Later that night, a movie is projected in the square.

Robert: “Everyone lets everyone down at some point. How you come back from that, that’s romance.” There are chance encounters. Both Jack and Robert meet interesting women.

Note: Micheál Richardson is the real-life son of Liam Neeson.

Running time: 120 minutes. Available on disc/streaming.


How To Be a Good Wife

Directed by Martin Provost
(France, 2019)

Review by Paul Green

One wonders whether director Martin Provost, whose previous efforts include such serious biopics as Séraphine (2008) and Violette (2013) about writer Violette Leduc, had an inkling of things to come when he started shooting this film last year. While ostensibly about lofty issues, How To Be a Good Wife (original title: La Bonne épouse) definitely cleaves to the realm of comedic farce. (It occurs to me that a film about Violette Leduc could not possibly be a comedy.)

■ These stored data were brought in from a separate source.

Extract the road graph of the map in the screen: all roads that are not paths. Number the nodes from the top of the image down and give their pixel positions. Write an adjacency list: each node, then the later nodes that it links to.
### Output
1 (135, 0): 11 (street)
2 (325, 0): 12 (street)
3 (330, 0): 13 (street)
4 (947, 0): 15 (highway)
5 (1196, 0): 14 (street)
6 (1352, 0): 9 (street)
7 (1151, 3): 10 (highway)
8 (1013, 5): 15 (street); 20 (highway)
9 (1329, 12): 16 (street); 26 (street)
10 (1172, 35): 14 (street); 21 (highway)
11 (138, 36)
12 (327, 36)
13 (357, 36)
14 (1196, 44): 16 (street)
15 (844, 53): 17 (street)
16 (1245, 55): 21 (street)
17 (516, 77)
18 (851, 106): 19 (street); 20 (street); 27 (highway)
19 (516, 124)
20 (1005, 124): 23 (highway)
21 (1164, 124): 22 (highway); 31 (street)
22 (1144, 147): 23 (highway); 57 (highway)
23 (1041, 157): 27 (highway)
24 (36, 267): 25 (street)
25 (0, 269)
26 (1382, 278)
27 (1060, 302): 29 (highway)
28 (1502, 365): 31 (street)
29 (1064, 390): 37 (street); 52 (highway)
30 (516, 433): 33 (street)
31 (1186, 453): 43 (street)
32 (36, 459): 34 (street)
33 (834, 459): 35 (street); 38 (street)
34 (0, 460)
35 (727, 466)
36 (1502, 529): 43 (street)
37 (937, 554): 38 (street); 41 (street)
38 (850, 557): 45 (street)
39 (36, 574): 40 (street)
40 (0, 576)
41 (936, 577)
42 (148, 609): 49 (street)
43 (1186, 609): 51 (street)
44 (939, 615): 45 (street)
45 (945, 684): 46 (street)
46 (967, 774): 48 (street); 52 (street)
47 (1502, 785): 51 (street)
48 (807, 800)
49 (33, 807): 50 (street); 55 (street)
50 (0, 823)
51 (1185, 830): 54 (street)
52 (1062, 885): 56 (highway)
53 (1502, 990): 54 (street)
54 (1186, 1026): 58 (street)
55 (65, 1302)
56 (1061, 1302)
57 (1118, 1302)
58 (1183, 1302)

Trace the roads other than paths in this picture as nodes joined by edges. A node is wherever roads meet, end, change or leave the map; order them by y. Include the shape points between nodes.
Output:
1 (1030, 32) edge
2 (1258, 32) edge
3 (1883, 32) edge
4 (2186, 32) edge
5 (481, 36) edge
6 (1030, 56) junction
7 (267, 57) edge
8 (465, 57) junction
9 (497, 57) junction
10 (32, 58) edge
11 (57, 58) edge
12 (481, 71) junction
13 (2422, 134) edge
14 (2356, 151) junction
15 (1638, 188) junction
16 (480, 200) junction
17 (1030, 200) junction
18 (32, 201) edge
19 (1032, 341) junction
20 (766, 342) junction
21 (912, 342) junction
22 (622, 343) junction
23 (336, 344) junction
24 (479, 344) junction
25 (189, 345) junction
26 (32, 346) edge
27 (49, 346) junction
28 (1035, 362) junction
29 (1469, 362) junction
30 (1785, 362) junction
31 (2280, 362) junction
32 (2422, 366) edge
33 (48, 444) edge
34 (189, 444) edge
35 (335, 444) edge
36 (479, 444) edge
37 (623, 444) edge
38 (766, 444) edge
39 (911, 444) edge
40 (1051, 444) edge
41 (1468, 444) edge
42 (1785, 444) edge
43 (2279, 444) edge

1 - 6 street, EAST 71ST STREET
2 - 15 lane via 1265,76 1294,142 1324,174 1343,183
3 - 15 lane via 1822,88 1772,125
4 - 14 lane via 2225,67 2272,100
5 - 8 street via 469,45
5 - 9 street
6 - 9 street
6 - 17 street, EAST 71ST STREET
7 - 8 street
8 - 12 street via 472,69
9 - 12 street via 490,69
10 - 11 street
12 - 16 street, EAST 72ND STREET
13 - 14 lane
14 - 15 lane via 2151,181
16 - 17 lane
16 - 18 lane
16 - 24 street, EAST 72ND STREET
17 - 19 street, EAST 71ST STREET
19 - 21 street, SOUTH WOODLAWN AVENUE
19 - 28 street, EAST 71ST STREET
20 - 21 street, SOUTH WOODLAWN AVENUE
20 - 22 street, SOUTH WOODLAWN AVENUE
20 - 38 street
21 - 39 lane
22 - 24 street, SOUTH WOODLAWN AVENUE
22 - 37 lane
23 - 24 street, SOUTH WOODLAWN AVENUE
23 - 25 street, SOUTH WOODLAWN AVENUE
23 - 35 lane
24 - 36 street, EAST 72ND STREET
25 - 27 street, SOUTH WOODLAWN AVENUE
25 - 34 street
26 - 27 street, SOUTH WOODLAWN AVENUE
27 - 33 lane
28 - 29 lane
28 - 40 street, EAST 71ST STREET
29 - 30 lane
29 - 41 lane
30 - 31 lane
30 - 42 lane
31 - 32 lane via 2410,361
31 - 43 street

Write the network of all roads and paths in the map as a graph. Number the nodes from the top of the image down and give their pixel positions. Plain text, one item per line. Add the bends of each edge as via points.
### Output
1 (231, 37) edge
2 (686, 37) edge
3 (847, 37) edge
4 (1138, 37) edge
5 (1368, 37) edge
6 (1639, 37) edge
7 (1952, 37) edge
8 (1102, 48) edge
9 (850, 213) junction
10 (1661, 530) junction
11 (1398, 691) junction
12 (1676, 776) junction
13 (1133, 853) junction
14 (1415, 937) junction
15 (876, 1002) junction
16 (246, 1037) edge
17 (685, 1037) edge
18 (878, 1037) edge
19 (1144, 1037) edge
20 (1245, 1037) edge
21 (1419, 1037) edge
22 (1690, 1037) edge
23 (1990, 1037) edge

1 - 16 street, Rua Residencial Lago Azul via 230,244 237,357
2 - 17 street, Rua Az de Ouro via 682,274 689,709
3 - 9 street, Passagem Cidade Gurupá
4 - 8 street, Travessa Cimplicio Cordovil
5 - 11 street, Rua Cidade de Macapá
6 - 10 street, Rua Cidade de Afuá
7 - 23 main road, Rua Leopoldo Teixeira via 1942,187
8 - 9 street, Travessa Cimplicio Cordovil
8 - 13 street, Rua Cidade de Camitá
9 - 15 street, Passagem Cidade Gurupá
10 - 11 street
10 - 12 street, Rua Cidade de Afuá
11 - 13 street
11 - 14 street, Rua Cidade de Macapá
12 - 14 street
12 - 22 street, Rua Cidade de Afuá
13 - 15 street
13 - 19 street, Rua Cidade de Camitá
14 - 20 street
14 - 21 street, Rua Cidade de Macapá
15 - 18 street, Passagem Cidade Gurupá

In 1960s France, many working-class families were still sending their daughters to private finishing schools to spend a year or so learning how to run a proper household and please their husbands, all while accepting with good grace their subordinate position in marriage and in French society.

In the fall of 1967, however, the winds of change are blowing in France, at least in far-off Paris. The Van Der Beck Institute is located in bucolic Alsace, where nefarious influences are still kept at bay. Keeping things humming along is Paulette (an irrepressible Juliette Binoche) whose perky enthusiasm and devotion to the school are perhaps all that’s keeping it afloat. Paulette’s stamina is in marked contrast to the indolence of her husband Robert (François Berléand), ostensibly the school’s owner who seems oddly indifferent to what goes on inside it. Evidently, Robert did not attend a school for husbands. (Alert viewers will recall Berléand as the tyrannical director of a reform school in The Chorus whose mad obsession with discipline ends with the school burning down.)

Flanking Paulette is Robert’s good-natured but gauche sister Gilberte (a Provost regular who was in Séraphine), who, among other things, teaches the girls how to cook. Gilberte has impossibly long, blond hair, perhaps because she has never married. Rounding out the help is the no-nonsense Sister Marie-Thérèse (Noémie Lvovsky) who imposes an iron discipline on the girls while smoking the occasional cigarette.

Alas, the school has fallen on hard times and much depends on the Class of 67 girls – they number about 15 and seem to range in age from 16 to 18. They are a mixed lot, and more than a few of them have been imbibing some of the new ideas wafting out of Paris. There are notable performances from Marie Zabukovec as the rebellious Annie who reminds one of a young Brigitte Bardot and Lily Taieb as Yvette, a shy young woman – she wears glasses –who is distraught at the idea of being forced to marry an older man.

The plot turns when husband Robert unexpectedly exits the scene, improbably carried off by a chicken bone in his sister’s rabbit stew! Learning that the school is in fact bankrupt – Robert had been playing the horses – Paulette and Gilberte have to scramble to keep things going. Enter handsome banker André (a raffish Edouard Baer) who knew and loved Paulette before she was married and, well, things may just work out.

La Bonne épouse is admittedly light fare and, bolstered by ample comedic talent, a good time is had poking fun at the patriarchal mindset that young women in France had to contend with at this time. While it’s not the kind of serious work one might look for to address these issues – say Catherine Corsini’s 2015 film La Belle saison (Summertime) – it doesn’t pretend to be. The tone is a little uneven at times, moving as it does between broad farce and gentle satire, but the cast, particularly Juliette Binoche, makes it work.

The highly improbable ending, where the film threatens to turn into a Jacques Demy musical, and some of the ideas that have been bubbling underneath since the beginning, such as women’s liberation (as feminism was then known) and the sexual revolution, are given vocal expression, is maudlin and feels a bit forced. That said, the combined and contrasting talents of Juliette Binoche, Yolande Moreau and Noémie Lvovsky carry the film quite nicely. Excellent late-summer fare in this year of the pandemic.

Running time: 109 minutes. Probable rating: 14A. In French with English subtitles.